Creepy, in my opinion.


----------



## Polednice (Sep 13, 2009)

When I saw the title of this thread, I was being inadvertantly old-fashioned and read 'hack' to mean 'chop off'. I wondered how hacking off your hands would possibly make you _more_ capable of playing Chopin... apparently this alternative hacking isn't much better!


----------



## Ravellian (Aug 17, 2009)

Yeah, this is pretty stupid. Trust the Japanese to come up with something like that...


----------



## Meaghan (Jul 31, 2010)

Polednice said:


> When I saw the title of this thread, I was being inadvertantly old-fashioned and read 'hack' to mean 'chop off'. I wondered how hacking off your hands would possibly make you _more_ capable of playing Chopin... apparently this alternative hacking isn't much better!
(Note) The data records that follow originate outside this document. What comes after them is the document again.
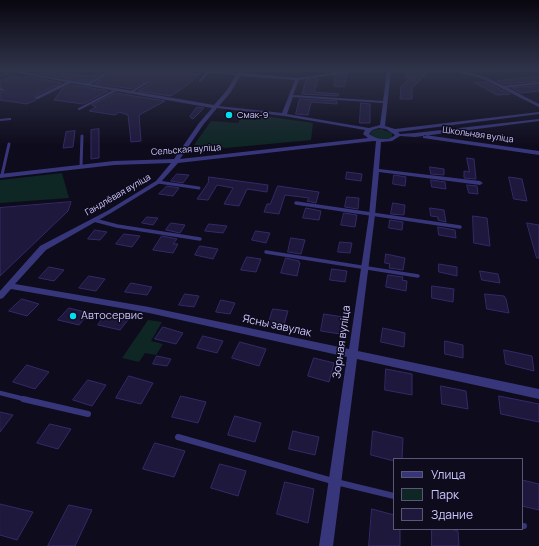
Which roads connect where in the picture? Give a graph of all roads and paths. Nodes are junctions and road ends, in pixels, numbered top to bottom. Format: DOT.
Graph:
graph roads {
  1 [pos="41,96"];
  2 [pos="103,96"];
  3 [pos="156,96"];
  4 [pos="225,96"];
  5 [pos="291,96"];
  6 [pos="298,96"];
  7 [pos="385,96"];
  8 [pos="521,96"];
  9 [pos="38,98"];
  10 [pos="384,102"];
  11 [pos="539,106"];
  12 [pos="216,107"];
  13 [pos="79,109"];
  14 [pos="539,113"];
  15 [pos="284,115"];
  16 [pos="9,119"];
  17 [pos="0,120"];
  18 [pos="539,120"];
  19 [pos="382,127"];
  20 [pos="369,129"];
  21 [pos="397,133"];
  22 [pos="415,135"];
  23 [pos="82,136"];
  24 [pos="376,140"];
  25 [pos="9,144"];
  26 [pos="539,153"];
  27 [pos="176,161"];
  28 [pos="81,166"];
  29 [pos="376,170"];
  30 [pos="1,176"];
  31 [pos="158,182"];
  32 [pos="480,184"];
  33 [pos="199,188"];
  34 [pos="296,203"];
  35 [pos="372,215"];
  36 [pos="94,220"];
  37 [pos="460,227"];
  38 [pos="200,239"];
  39 [pos="266,252"];
  40 [pos="365,268"];
  41 [pos="418,276"];
  42 [pos="8,286"];
  43 [pos="0,296"];
  44 [pos="352,355"];
  45 [pos="0,393"];
  46 [pos="539,394"];
  47 [pos="88,414"];
  48 [pos="178,437"];
  49 [pos="336,482"];
  50 [pos="393,496"];
  51 [pos="326,546"];
  1 -- 9 [label="street"];
  2 -- 13 [label="lane"];
  3 -- 12 [label="street"];
  4 -- 12 [label="street, Гандлёвая вуліца"];
  5 -- 15 [label="street"];
  6 -- 10 [label="street"];
  7 -- 10 [label="street"];
  8 -- 11 [label="street"];
  10 -- 19 [label="street"];
  12 -- 15 [label="street"];
  12 -- 27 [label="street, Гандлёвая вуліца"];
  14 -- 21 [label="street"];
  15 -- 20 [label="street"];
  16 -- 17 [label="street"];
  18 -- 22 [label="street"];
  19 -- 20 [label="street"];
  19 -- 21 [label="street"];
  20 -- 24 [label="street, Зорная вуліца"];
  21 -- 22 [label="street"];
  21 -- 24 [label="street"];
  22 -- 26 [label="street, Школьная вуліца"];
  23 -- 28 [label="lane"];
  24 -- 27 [label="street, Сельская вуліца"];
  24 -- 29 [label="street, Зорная вуліца"];
  25 -- 30 [label="lane"];
  27 -- 28 [label="street, Сельская вуліца"];
  27 -- 31 [label="street, Гандлёвая вуліца"];
  28 -- 30 [label="street, Сельская вуліца"];
  29 -- 32 [label="street"];
  29 -- 35 [label="street, Зорная вуліца"];
  31 -- 33 [label="lane"];
  31 -- 36 [label="street, Гандлёвая вуліца"];
  34 -- 35 [label="lane"];
  35 -- 37 [label="lane"];
  35 -- 40 [label="street, Зорная вуліца"];
  36 -- 38 [label="lane"];
  36 -- 42 [label="street, Гандлёвая вуліца"];
  39 -- 40 [label="lane"];
  40 -- 41 [label="lane"];
  40 -- 44 [label="street, Зорная вуліца"];
  42 -- 43 [label="street, Гандлёвая вуліца"];
  42 -- 44 [label="street, Ясны завулак"];
  44 -- 46 [label="street, Ясны завулак"];
  44 -- 49 [label="street, Зорная вуліца"];
  45 -- 47 [label="lane"];
  48 -- 49 [label="lane"];
  49 -- 50 [label="lane"];
  49 -- 51 [label="street, Зорная вуліца"];
}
I did the same, and was expecting something like this:




Oh dear!


----------



## Kieran (Aug 24, 2010)

Ravellian said:


> Yeah, this is pretty stupid. Trust the Japanese to come up with something like that...


Yep. And now they're working on a machine that helps you pull classic Lead Guitar-faces through the random jolts of electric shocks in the arches of your feet...


----------



## Sofronitsky (Jun 12, 2011)

I feel like if you want to learn an instrument badly enough to hook electrodes to your arm, you probably already have the time and dedication for a teacher.


----------